I. Introdução
Quem labora no contencioso cível, não raro, observa que o atual código de processo civil trouxe uma excelente dinâmica ao cerne do litígio, justamente ao otimizar o tempo de duração do processo, buscar a transação em diversos momentos, bem como, flexibilidade no rito procedimental, fato que por si só gera economia processual e a busca da real e efetiva aplicação do direito, o que nós operadores do direito sempre buscamos. Ademais, outros exemplos podem ser trazidos quanto a inovação, ao justamente abordarmos processo eletrônico, carga dinâmica de provas e daí por diante.
Hoje, avalio que podemos tecer diversos elogios a doutrina processual, em que pese a lentidão observada em alguns momentos no Poder Judiciário, seja por déficit de profissionais ou, ainda, problemas estruturais em sentido lato. O ponto positivo é que, com o advento da forte fiscalização do CNJ – Conselho Nacional de Justiça, estamos observando uma revolução no dito poder, inclusive, na rapidez de atendimento aos consulentes.

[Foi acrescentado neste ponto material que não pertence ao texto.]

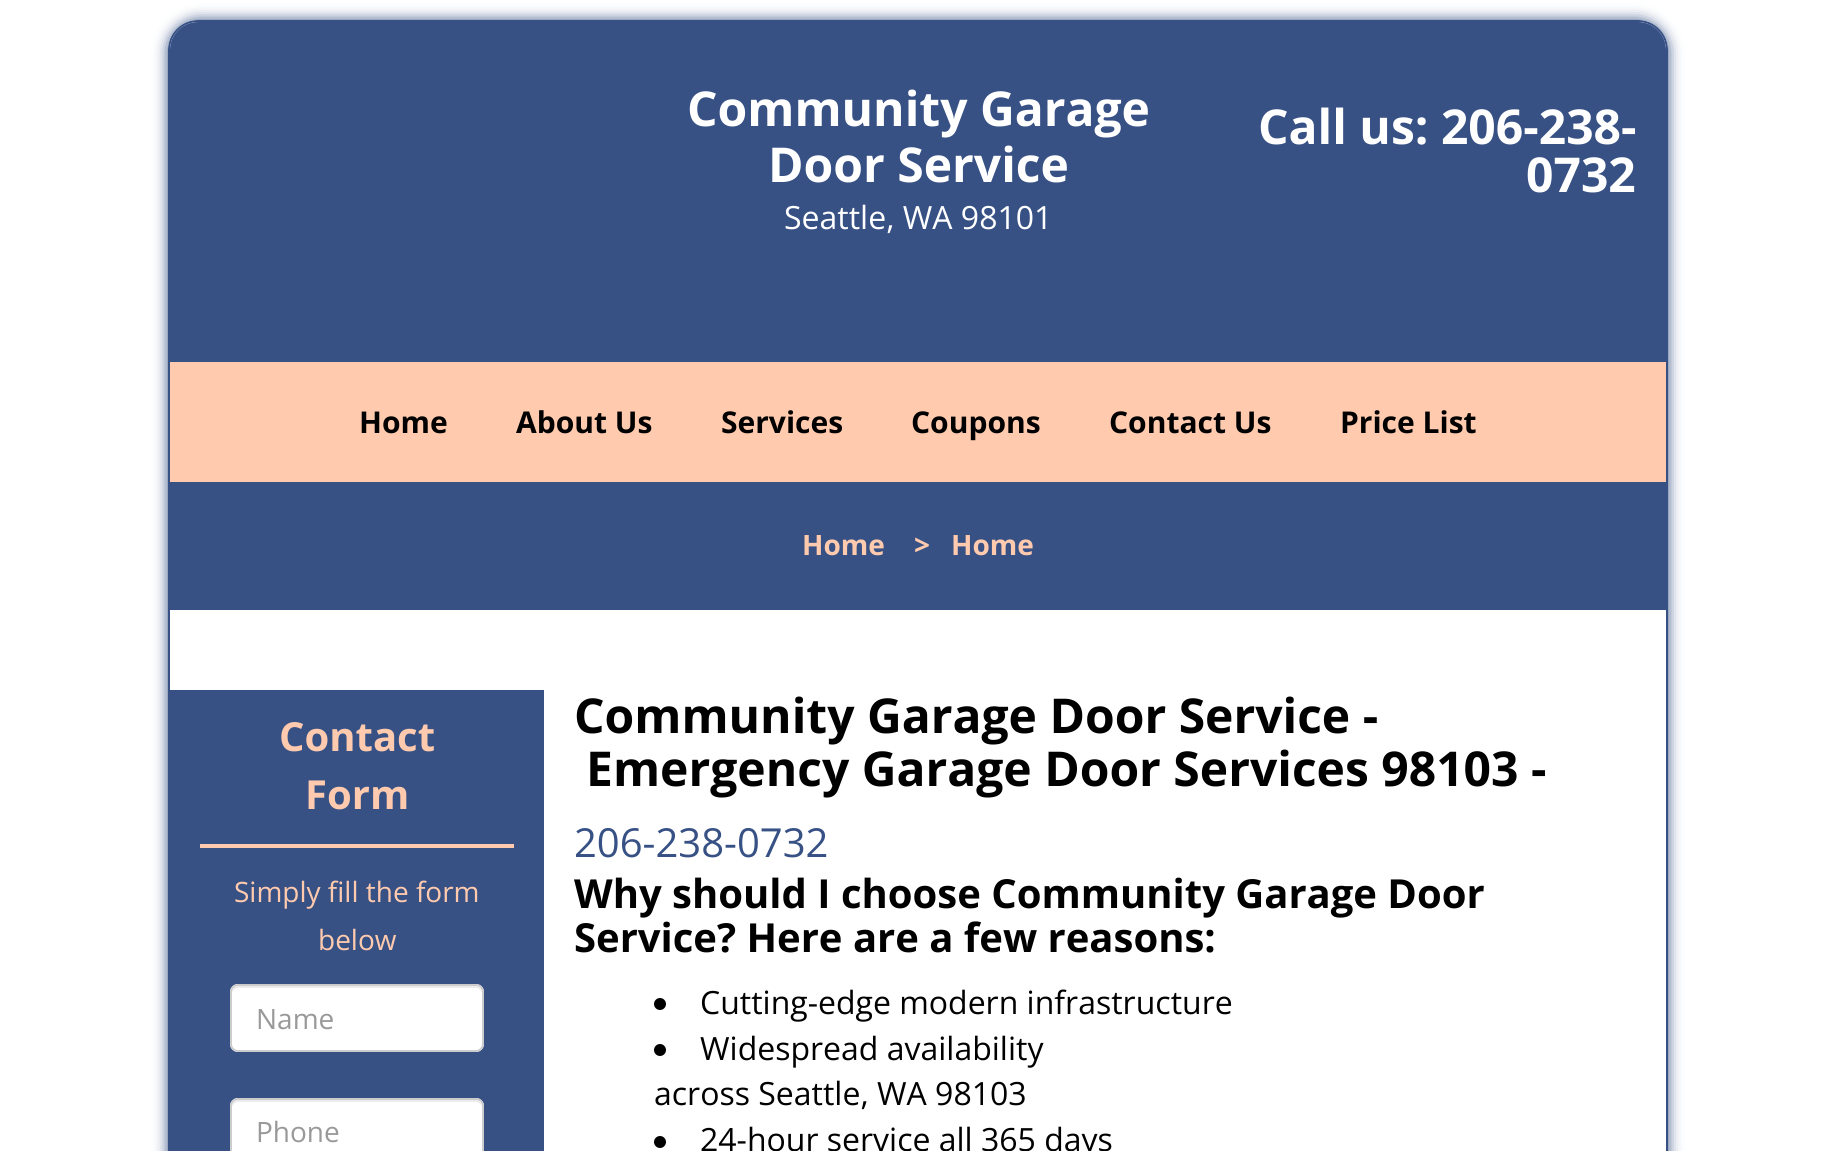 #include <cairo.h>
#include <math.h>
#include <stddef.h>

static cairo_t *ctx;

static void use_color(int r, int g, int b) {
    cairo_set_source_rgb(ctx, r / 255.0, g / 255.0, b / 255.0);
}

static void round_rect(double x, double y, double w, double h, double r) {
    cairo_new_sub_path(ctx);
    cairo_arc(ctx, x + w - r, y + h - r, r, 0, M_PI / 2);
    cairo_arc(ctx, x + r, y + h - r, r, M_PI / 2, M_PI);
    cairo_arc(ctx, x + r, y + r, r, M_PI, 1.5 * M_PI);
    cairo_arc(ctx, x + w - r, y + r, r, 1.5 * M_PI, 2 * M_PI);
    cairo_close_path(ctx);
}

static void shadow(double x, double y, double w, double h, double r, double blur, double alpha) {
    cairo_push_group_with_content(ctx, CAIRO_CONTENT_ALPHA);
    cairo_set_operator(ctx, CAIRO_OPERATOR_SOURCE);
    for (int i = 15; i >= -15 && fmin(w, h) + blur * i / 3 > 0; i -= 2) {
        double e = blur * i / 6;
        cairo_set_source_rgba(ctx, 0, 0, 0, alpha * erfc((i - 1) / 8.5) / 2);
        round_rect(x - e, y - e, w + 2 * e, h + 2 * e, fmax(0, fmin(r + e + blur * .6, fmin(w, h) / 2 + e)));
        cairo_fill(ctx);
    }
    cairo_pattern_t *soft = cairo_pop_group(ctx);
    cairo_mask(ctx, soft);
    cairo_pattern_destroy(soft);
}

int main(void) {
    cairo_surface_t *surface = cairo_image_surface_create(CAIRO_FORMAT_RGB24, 1836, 1151);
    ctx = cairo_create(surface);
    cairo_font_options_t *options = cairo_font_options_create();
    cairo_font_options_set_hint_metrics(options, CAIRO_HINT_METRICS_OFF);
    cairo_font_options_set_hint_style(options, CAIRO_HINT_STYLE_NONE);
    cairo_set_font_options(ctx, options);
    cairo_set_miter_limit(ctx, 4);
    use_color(255, 255, 255);
    cairo_paint(ctx);
    cairo_save(ctx);
    cairo_set_fill_rule(ctx, CAIRO_FILL_RULE_EVEN_ODD);
    cairo_new_path(ctx);
    cairo_move_to(ctx, 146, 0);
    cairo_line_to(ctx, 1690, 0);
    cairo_line_to(ctx, 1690, 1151);
    cairo_line_to(ctx, 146, 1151);
    cairo_close_path(ctx);
    cairo_move_to(ctx, 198, 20);
    cairo_line_to(ctx, 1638, 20);
    cairo_curve_to(ctx, 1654.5, 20, 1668, 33.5, 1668, 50);
    cairo_line_to(ctx, 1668, 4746);
    cairo_line_to(ctx, 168, 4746);
    cairo_line_to(ctx, 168, 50);
    cairo_curve_to(ctx, 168, 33.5, 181.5, 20, 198, 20);
    cairo_close_path(ctx);
    cairo_clip(ctx);
    use_color(55, 81, 133);
    shadow(168, 20, 1500, 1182, 30, 7, 1);
    cairo_restore(ctx);
    cairo_new_path(ctx);
    cairo_move_to(ctx, 198, 21);
    cairo_line_to(ctx, 1638, 21);
    cairo_curve_to(ctx, 1654, 21, 1667, 34, 1667, 50);
    cairo_line_to(ctx, 1667, 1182);
    cairo_line_to(ctx, 169, 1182);
    cairo_line_to(ctx, 169, 50);
    cairo_curve_to(ctx, 169, 34, 182, 21, 198, 21);
    cairo_close_path(ctx);
    use_color(55, 81, 133);
    cairo_stroke(ctx);
    cairo_new_path(ctx);
    cairo_move_to(ctx, 198, 22);
    cairo_line_to(ctx, 1638, 22);
    cairo_curve_to(ctx, 1653.5, 22, 1666, 34.5, 1666, 50);
    cairo_line_to(ctx, 1666, 362);
    cairo_line_to(ctx, 170, 362);
    cairo_line_to(ctx, 170, 50);
    cairo_curve_to(ctx, 170, 34.5, 182.5, 22, 198, 22);
    cairo_close_path(ctx);
    cairo_fill(ctx);
    cairo_select_font_face(ctx, "Open Sans", CAIRO_FONT_SLANT_NORMAL, CAIRO_FONT_WEIGHT_BOLD);
    cairo_set_font_size(ctx, 48);
    use_color(255, 255, 255);
    cairo_move_to(ctx, 687, 126);
    cairo_show_text(ctx, "Community Garage");
    cairo_move_to(ctx, 768, 182);
    cairo_show_text(ctx, "Door Service");
    cairo_select_font_face(ctx, "Open Sans", CAIRO_FONT_SLANT_NORMAL, CAIRO_FONT_WEIGHT_NORMAL);
    cairo_set_font_size(ctx, 32);
    cairo_move_to(ctx, 784, 229);
    cairo_show_text(ctx, "Seattle, WA 98101");
    cairo_select_font_face(ctx, "Open Sans", CAIRO_FONT_SLANT_NORMAL, CAIRO_FONT_WEIGHT_BOLD);
    cairo_set_font_size(ctx, 48);
    cairo_move_to(ctx, 1258, 144);
    cairo_show_text(ctx, "Call us: 206-238-");
    cairo_move_to(ctx, 1526, 192);
    cairo_show_text(ctx, "0732");
    use_color(255, 202, 173);
    cairo_rectangle(ctx, 170, 362, 1496, 120);
    cairo_fill(ctx);
    cairo_set_font_size(ctx, 30);
    use_color(0, 0, 0);
    cairo_move_to(ctx, 359, 433);
    cairo_show_text(ctx, "Home");
    cairo_move_to(ctx, 516, 433);
    cairo_show_text(ctx, "About Us");
    cairo_move_to(ctx, 721, 433);
    cairo_show_text(ctx, "Services");
    cairo_move_to(ctx, 911, 433);
    cairo_show_text(ctx, "Coupons");
    cairo_move_to(ctx, 1109, 433);
    cairo_show_text(ctx, "Contact Us");
    cairo_move_to(ctx, 1340, 433);
    cairo_show_text(ctx, "Price List");
    use_color(55, 81, 133);
    cairo_rectangle(ctx, 170, 482, 1496, 128);
    cairo_fill(ctx);
    cairo_set_font_size(ctx, 28);
    use_color(255, 202, 173);
    cairo_move_to(ctx, 802, 555);
    cairo_show_text(ctx, "Home");
    cairo_move_to(ctx, 914, 555);
    cairo_show_text(ctx, ">");
    cairo_move_to(ctx, 951, 555);
    cairo_show_text(ctx, "Home");
    use_color(55, 81, 133);
    cairo_rectangle(ctx, 170, 690, 374, 461);
    cairo_fill(ctx);
    use_color(255, 202, 173);
    cairo_rectangle(ctx, 200, 844, 314, 4);
    cairo_fill(ctx);
    cairo_set_font_size(ctx, 40);
    cairo_move_to(ctx, 279, 751);
    cairo_show_text(ctx, "Contact");
    cairo_move_to(ctx, 305, 809);
    cairo_show_text(ctx, "Form");
    cairo_select_font_face(ctx, "Open Sans", CAIRO_FONT_SLANT_NORMAL, CAIRO_FONT_WEIGHT_NORMAL);
    cairo_set_font_size(ctx, 28);
    cairo_move_to(ctx, 234, 902);
    cairo_show_text(ctx, "Simply fill the form");
    cairo_move_to(ctx, 318, 950);
    cairo_show_text(ctx, "below");
    use_color(255, 255, 255);
    round_rect(230, 984, 254, 68, 8);
    cairo_fill(ctx);
    use_color(236, 236, 236);
    cairo_new_path(ctx);
    cairo_move_to(ctx, 238, 988);
    cairo_line_to(ctx, 476, 988);
    cairo_curve_to(ctx, 479, 988, 482, 991, 482, 994);
    cairo_curve_to(ctx, 482, 991, 481, 987, 477, 986);
    cairo_line_to(ctx, 238, 986);
    cairo_curve_to(ctx, 233, 986, 232, 990, 232, 994);
    cairo_curve_to(ctx, 232, 991, 235, 988, 238, 988);
    cairo_close_path(ctx);
    cairo_fill(ctx);
    round_rect(231, 985, 252, 66, 7);
    use_color(204, 204, 204);
    cairo_stroke(ctx);
    use_color(153, 153, 153);
    cairo_move_to(ctx, 256, 1029);
    cairo_show_text(ctx, "Name");
    use_color(255, 255, 255);
    round_rect(230, 1098, 254, 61, 8);
    cairo_fill(ctx);
    use_color(236, 236, 236);
    cairo_new_path(ctx);
    cairo_move_to(ctx, 238, 1102);
    cairo_line_to(ctx, 476, 1102);
    cairo_curve_to(ctx, 479, 1102, 482, 1105, 482, 1108);
    cairo_curve_to(ctx, 482, 1105, 481, 1101, 477, 1100);
    cairo_line_to(ctx, 238, 1100);
    cairo_curve_to(ctx, 233, 1100, 232, 1104, 232, 1108);
    cairo_curve_to(ctx, 232, 1105, 235, 1102, 238, 1102);
    cairo_close_path(ctx);
    cairo_fill(ctx);
    round_rect(231, 1099, 252, 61, 7);
    use_color(204, 204, 204);
    cairo_stroke(ctx);
    use_color(153, 153, 153);
    cairo_move_to(ctx, 256, 1142);
    cairo_show_text(ctx, "Phone");
    cairo_select_font_face(ctx, "Open Sans", CAIRO_FONT_SLANT_NORMAL, CAIRO_FONT_WEIGHT_BOLD);
    cairo_set_font_size(ctx, 48);
    use_color(0, 0, 0);
    cairo_move_to(ctx, 574, 733);
    cairo_show_text(ctx, "Community Garage Door Service -");
    cairo_move_to(ctx, 586, 786);
    cairo_show_text(ctx, "Emergency Garage Door Services 98103 -");
    cairo_select_font_face(ctx, "Open Sans", CAIRO_FONT_SLANT_NORMAL, CAIRO_FONT_WEIGHT_NORMAL);
    cairo_set_font_size(ctx, 40);
    use_color(55, 81, 133);
    cairo_move_to(ctx, 574, 857);
    cairo_show_text(ctx, "206-238-0732");
    cairo_select_font_face(ctx, "Open Sans", CAIRO_FONT_SLANT_NORMAL, CAIRO_FONT_WEIGHT_BOLD);
    use_color(0, 0, 0);
    cairo_move_to(ctx, 574, 908);
    cairo_show_text(ctx, "Why should I choose Community Garage Door");
    cairo_move_to(ctx, 574, 952);
    cairo_show_text(ctx, "Service? Here are a few reasons:");
    cairo_new_path(ctx);
    cairo_arc(ctx, 660, 1004, 6, 0, 2 * M_PI);
    cairo_fill(ctx);
    cairo_select_font_face(ctx, "Open Sans", CAIRO_FONT_SLANT_NORMAL, CAIRO_FONT_WEIGHT_NORMAL);
    cairo_set_font_size(ctx, 32);
    cairo_move_to(ctx, 700, 1014);
    cairo_show_text(ctx, "Cutting-edge modern infrastructure");
    cairo_new_path(ctx);
    cairo_arc(ctx, 660, 1050, 6, 0, 2 * M_PI);
    cairo_fill(ctx);
    cairo_move_to(ctx, 700, 1060);
    cairo_show_text(ctx, "Widespread availability");
    cairo_move_to(ctx, 654, 1105);
    cairo_show_text(ctx, "across Seattle, WA 98103");
    cairo_new_path(ctx);
    cairo_arc(ctx, 660, 1142, 6, 0, 2 * M_PI);
    cairo_fill(ctx);
    cairo_move_to(ctx, 700, 1151);
    cairo_show_text(ctx, "24-hour service all 365 days");
    cairo_surface_write_to_png(surface, "result.png");
    cairo_font_options_destroy(options);
    cairo_destroy(ctx);
    cairo_surface_destroy(surface);
    return 0;
}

Fato é que, com o advento do novo código e no mesmo sentido, notamos que algumas premissas do passado foram superadas (o que é positivo), como a não possibilidade até então do magistrado "interferir" no processo (atuava sempre na figura de neutralidade), o que é questionável ante real necessidade do mesmo provocar as partes e pontos controversos, justamente para seu esclarecimento e melhor definição judicial (sentença e demais decisões judiciais diversas). Sempre elencamos que o magistrado pode e deve ter uma postura ativa na solução do conflito, respeitando os limites impostos seja pela lei orgânica da magistratura, Código de Processo Civil e Constituição Federal. O magistrado não deve ser o protagonista da relação processual, mas tem por função buscar o melhor direito ao caso trazido a sua baila.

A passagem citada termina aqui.